#### [Task directions]
For each line below that includes the word "junctions", make a copy.

#### [Records from a data source]
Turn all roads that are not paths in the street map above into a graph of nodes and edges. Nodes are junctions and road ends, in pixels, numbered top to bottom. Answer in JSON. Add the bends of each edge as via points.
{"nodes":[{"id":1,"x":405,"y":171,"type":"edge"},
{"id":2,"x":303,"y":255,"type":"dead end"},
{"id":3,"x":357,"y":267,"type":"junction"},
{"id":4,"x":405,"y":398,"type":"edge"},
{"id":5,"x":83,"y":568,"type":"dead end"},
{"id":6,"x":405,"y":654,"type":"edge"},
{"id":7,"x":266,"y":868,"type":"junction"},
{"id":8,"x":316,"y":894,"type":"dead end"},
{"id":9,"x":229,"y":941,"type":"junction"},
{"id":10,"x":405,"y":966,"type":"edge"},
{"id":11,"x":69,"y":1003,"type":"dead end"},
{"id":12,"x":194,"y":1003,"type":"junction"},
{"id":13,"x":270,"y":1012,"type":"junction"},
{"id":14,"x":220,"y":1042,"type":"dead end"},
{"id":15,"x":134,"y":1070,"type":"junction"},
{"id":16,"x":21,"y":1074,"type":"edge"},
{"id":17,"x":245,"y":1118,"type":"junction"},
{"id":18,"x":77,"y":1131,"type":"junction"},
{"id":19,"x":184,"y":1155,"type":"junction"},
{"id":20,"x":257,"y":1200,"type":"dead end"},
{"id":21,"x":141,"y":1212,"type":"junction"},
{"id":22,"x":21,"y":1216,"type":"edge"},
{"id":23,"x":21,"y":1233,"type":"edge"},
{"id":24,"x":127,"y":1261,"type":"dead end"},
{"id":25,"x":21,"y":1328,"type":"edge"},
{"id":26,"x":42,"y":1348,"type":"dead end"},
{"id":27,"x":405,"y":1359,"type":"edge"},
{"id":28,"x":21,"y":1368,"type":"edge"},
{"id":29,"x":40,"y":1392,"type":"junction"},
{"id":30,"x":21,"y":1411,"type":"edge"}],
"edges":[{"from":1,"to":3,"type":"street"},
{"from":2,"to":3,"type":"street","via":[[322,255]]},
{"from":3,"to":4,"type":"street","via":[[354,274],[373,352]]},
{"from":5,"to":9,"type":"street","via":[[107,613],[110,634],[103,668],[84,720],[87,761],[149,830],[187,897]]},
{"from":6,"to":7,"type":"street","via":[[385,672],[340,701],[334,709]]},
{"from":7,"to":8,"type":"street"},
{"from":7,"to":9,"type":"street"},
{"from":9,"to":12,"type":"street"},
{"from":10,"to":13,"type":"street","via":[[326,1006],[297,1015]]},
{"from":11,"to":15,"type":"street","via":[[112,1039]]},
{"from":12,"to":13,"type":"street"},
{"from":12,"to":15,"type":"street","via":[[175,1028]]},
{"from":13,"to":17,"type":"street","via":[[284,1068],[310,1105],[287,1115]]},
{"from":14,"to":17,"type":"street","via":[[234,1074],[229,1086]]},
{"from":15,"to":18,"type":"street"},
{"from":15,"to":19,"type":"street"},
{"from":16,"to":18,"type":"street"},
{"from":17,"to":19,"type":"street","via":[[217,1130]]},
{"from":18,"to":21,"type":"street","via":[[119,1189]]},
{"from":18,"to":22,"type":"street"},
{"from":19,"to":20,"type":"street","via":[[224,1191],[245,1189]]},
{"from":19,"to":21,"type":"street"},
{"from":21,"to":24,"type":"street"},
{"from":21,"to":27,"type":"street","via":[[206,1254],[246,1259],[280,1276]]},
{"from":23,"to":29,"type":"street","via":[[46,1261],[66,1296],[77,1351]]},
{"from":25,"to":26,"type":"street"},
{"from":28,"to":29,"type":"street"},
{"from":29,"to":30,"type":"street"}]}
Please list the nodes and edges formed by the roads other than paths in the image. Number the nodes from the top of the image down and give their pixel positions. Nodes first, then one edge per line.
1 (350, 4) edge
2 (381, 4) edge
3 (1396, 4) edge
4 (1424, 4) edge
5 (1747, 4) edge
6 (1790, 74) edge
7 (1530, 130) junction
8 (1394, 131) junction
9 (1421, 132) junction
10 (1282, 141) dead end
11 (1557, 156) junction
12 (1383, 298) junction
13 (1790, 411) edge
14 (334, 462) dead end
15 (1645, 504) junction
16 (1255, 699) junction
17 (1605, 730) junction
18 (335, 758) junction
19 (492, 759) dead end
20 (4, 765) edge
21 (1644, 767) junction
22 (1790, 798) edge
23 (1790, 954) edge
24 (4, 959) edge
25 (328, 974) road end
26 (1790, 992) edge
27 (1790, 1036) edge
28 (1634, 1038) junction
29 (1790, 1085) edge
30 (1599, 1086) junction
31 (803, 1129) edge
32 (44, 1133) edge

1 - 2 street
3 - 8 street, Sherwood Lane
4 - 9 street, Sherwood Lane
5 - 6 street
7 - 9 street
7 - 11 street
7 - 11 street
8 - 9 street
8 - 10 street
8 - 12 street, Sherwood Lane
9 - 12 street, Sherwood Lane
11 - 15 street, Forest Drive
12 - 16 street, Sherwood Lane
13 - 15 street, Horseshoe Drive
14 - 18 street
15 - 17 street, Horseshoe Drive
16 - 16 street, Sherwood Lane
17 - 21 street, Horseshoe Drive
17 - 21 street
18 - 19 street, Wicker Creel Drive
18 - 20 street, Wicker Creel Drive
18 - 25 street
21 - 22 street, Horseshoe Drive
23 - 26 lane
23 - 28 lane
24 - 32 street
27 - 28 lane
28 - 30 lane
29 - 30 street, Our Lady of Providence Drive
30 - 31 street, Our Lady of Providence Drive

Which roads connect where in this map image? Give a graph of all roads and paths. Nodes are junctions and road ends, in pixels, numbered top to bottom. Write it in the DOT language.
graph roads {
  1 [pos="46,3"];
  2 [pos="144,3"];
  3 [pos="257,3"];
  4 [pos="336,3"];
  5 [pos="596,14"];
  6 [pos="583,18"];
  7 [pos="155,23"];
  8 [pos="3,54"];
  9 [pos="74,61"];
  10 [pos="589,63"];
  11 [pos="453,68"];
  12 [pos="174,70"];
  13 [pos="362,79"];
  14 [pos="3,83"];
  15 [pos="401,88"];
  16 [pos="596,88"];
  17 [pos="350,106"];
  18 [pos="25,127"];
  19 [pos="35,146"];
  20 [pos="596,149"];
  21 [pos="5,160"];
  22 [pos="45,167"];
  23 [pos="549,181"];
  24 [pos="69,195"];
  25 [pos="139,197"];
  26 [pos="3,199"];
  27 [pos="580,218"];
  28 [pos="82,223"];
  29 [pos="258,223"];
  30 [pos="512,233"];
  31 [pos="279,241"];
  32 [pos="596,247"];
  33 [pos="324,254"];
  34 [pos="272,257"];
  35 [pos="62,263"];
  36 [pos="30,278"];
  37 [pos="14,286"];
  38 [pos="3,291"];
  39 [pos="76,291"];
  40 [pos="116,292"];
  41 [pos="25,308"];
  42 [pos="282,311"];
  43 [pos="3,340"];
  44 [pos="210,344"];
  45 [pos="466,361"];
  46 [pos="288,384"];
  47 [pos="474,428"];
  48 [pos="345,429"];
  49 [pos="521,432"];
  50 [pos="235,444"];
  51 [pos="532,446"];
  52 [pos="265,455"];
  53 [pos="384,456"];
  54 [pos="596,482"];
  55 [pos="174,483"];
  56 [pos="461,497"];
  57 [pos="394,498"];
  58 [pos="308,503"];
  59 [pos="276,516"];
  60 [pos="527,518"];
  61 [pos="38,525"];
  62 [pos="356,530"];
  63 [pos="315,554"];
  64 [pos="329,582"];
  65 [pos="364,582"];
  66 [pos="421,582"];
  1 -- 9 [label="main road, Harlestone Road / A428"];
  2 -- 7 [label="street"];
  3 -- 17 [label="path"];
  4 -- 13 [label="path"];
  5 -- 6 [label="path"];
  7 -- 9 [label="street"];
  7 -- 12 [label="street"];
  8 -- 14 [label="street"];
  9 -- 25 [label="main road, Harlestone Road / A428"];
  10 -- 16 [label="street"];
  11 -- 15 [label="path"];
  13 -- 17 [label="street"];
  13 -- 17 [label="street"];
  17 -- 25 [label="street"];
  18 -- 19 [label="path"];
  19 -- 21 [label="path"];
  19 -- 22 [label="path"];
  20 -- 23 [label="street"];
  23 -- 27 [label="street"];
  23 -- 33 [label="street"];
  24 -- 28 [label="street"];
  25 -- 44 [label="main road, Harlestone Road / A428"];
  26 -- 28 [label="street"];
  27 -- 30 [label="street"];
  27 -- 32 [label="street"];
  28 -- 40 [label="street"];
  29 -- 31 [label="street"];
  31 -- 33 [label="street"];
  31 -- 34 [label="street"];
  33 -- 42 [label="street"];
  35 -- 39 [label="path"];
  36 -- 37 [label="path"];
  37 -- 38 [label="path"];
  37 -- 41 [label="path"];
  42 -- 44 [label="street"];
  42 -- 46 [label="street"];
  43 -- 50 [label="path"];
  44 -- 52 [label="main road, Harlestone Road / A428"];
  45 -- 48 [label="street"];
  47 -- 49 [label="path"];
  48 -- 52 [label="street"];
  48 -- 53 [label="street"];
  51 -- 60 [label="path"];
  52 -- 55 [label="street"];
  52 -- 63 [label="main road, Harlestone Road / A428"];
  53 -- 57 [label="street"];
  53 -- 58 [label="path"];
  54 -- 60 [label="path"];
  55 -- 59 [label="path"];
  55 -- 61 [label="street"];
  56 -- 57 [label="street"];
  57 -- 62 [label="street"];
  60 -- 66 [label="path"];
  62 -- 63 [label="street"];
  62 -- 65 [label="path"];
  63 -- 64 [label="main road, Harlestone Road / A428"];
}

#### [Result of this exercise]
Turn all roads that are not paths in the street map above into a graph of nodes and edges. Nodes are junctions and road ends, in pixels, numbered top to bottom. Answer in JSON. Add the bends of each edge as via points.
Which roads connect where in this map image? Give a graph of all roads and paths. Nodes are junctions and road ends, in pixels, numbered top to bottom. Write it in the DOT language.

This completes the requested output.